Records for this task →
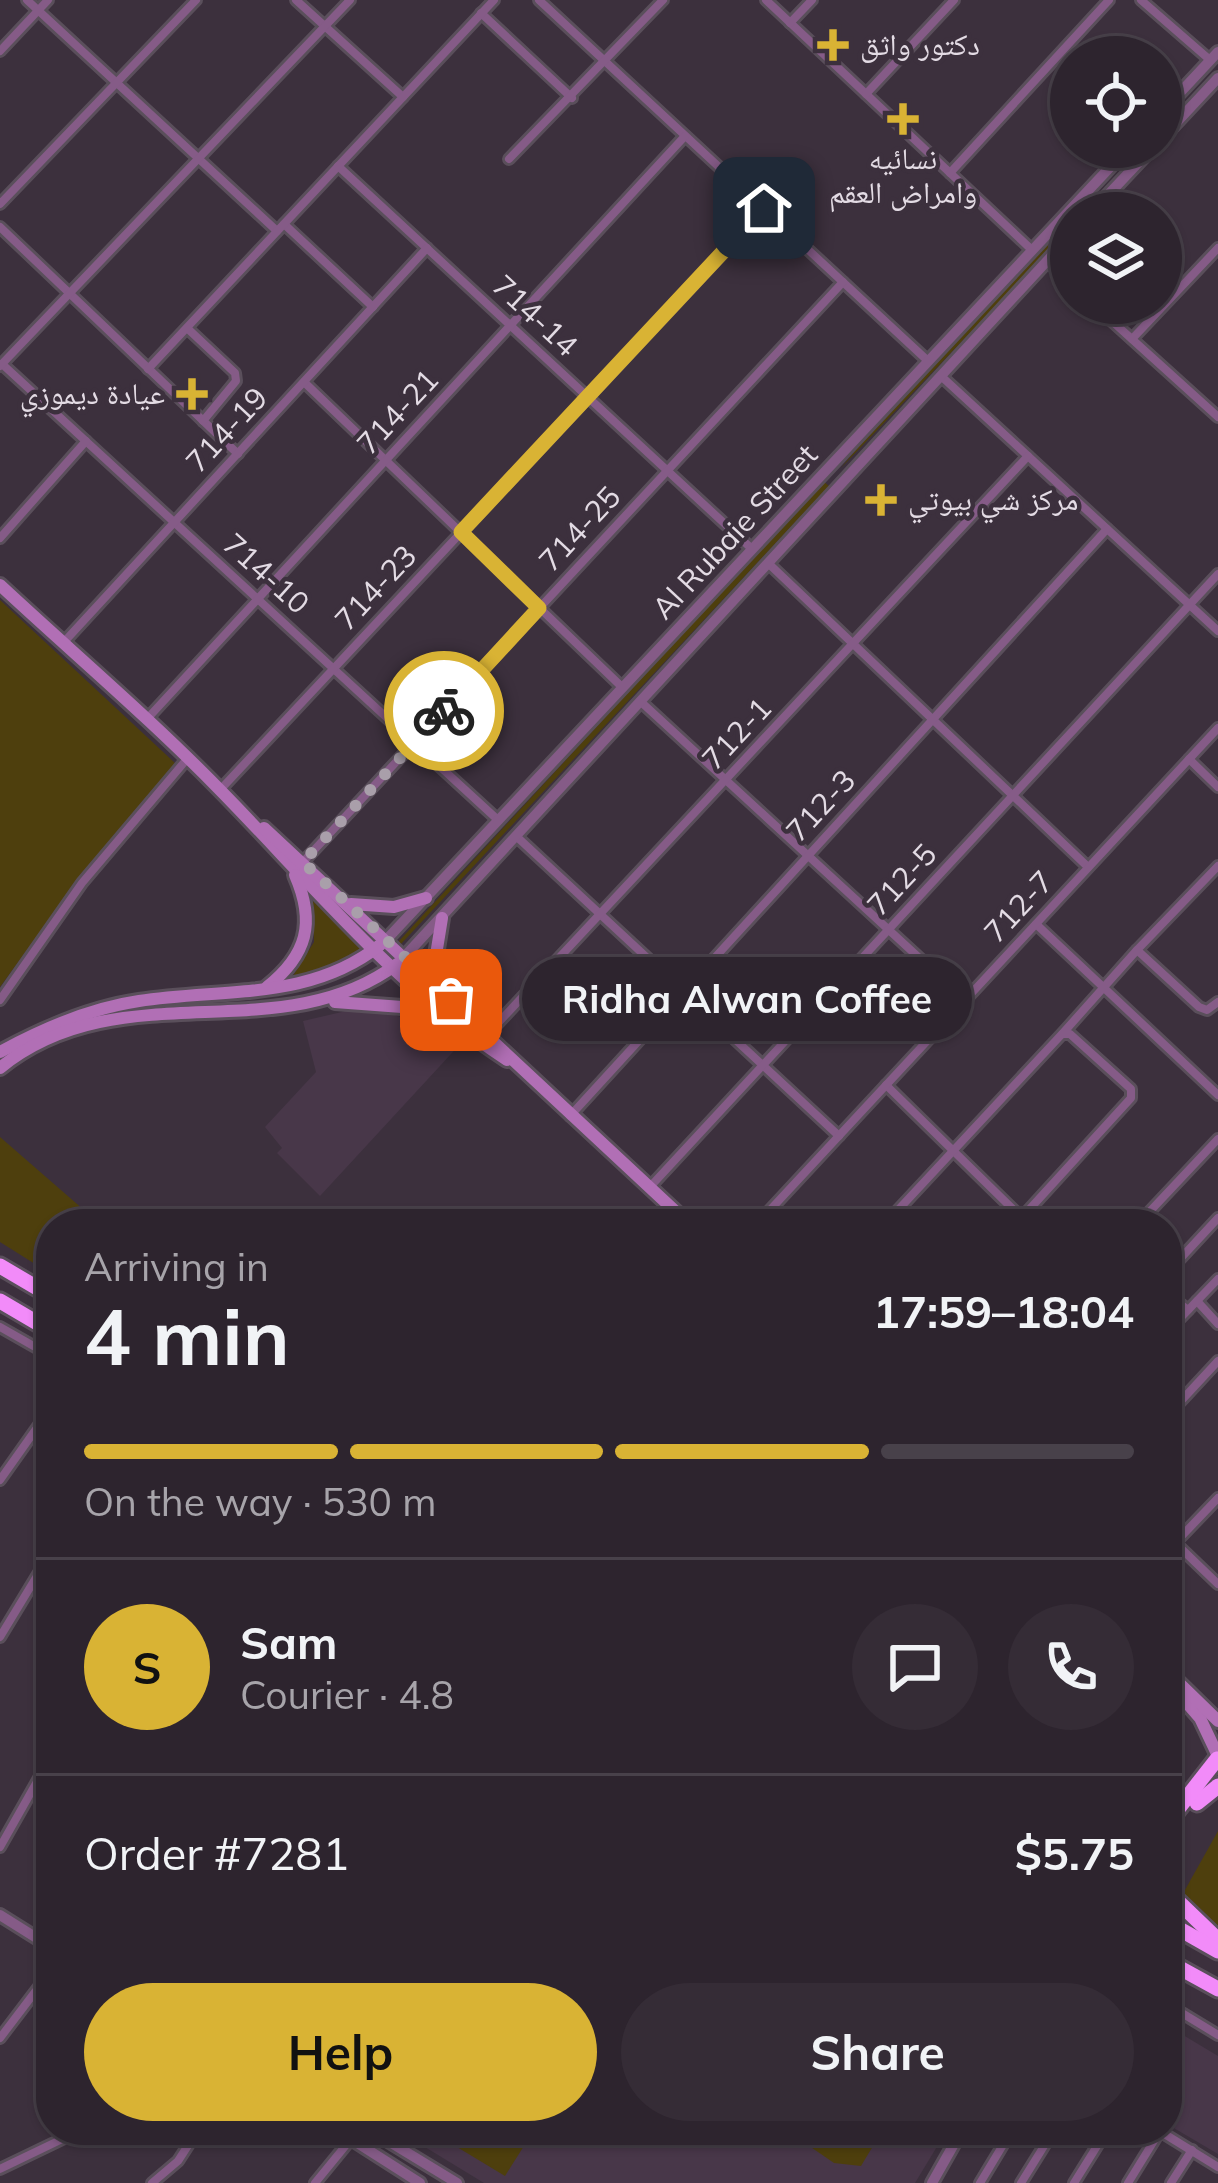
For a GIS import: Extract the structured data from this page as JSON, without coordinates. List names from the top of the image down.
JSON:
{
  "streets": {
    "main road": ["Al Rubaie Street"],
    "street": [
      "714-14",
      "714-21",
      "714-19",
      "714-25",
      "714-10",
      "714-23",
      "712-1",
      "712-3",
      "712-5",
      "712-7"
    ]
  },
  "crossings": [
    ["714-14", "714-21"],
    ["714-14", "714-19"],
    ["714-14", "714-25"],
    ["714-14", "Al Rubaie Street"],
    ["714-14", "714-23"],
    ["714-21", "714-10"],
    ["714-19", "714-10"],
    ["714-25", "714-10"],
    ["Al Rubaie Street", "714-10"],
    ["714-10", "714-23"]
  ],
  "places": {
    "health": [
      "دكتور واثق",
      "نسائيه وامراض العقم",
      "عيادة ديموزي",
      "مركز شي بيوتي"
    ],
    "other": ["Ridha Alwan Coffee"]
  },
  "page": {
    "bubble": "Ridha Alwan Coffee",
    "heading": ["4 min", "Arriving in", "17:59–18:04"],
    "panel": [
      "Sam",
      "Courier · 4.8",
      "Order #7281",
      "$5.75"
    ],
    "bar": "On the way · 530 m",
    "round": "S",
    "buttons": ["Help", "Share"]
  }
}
==
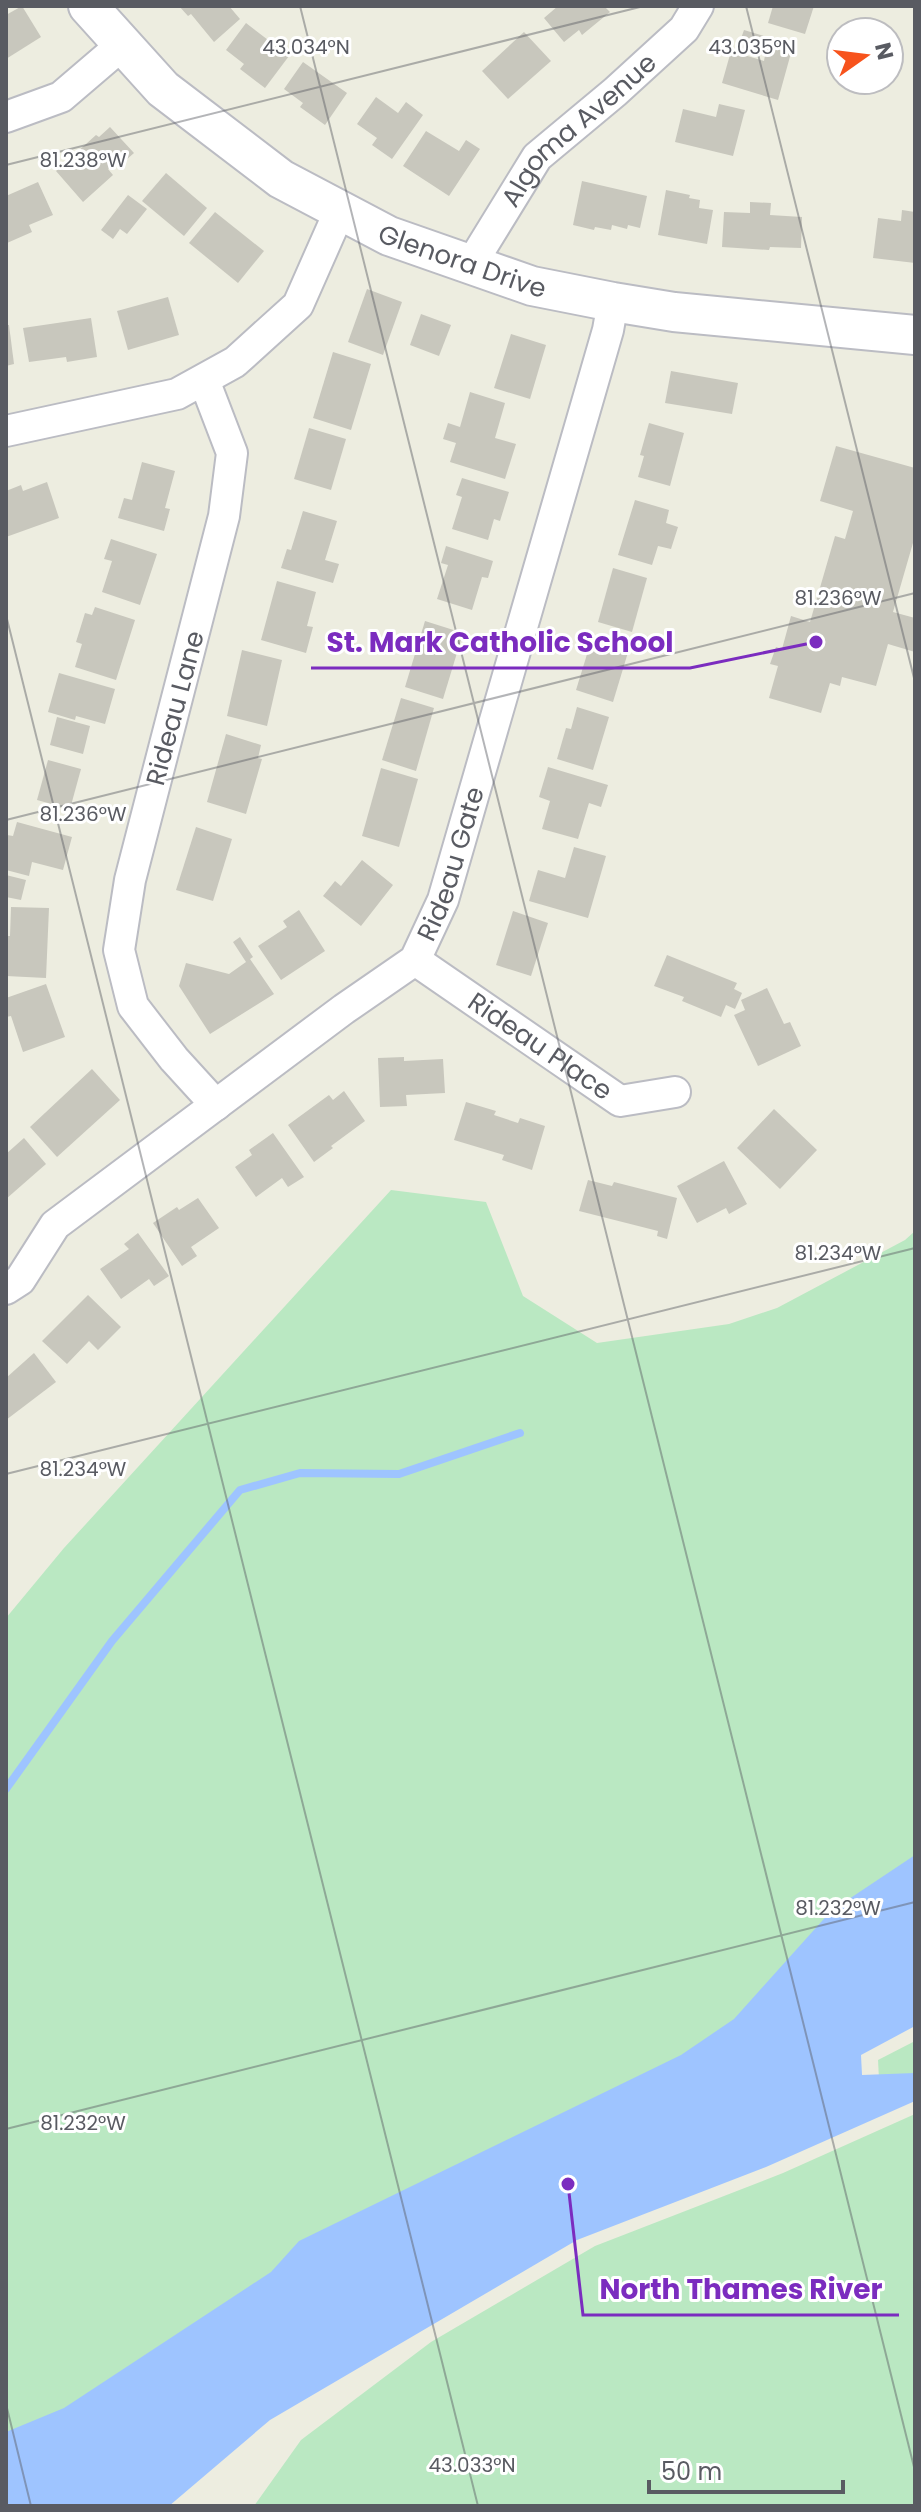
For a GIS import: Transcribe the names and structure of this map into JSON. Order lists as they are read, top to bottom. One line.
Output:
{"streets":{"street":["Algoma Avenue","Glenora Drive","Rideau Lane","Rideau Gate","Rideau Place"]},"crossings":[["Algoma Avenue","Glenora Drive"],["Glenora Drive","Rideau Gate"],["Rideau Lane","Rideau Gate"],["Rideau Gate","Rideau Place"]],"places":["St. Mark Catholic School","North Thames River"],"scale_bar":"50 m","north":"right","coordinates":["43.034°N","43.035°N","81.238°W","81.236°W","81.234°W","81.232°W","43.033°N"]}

The task → Scan the lines above for the word "import". Return each one that has it.

Solution for this task →
For a GIS import: Extract the structured data from this page as JSON, without coordinates. List names from the top of the image down.
For a GIS import: Transcribe the names and structure of this map into JSON. Order lists as they are read, top to bottom. One line.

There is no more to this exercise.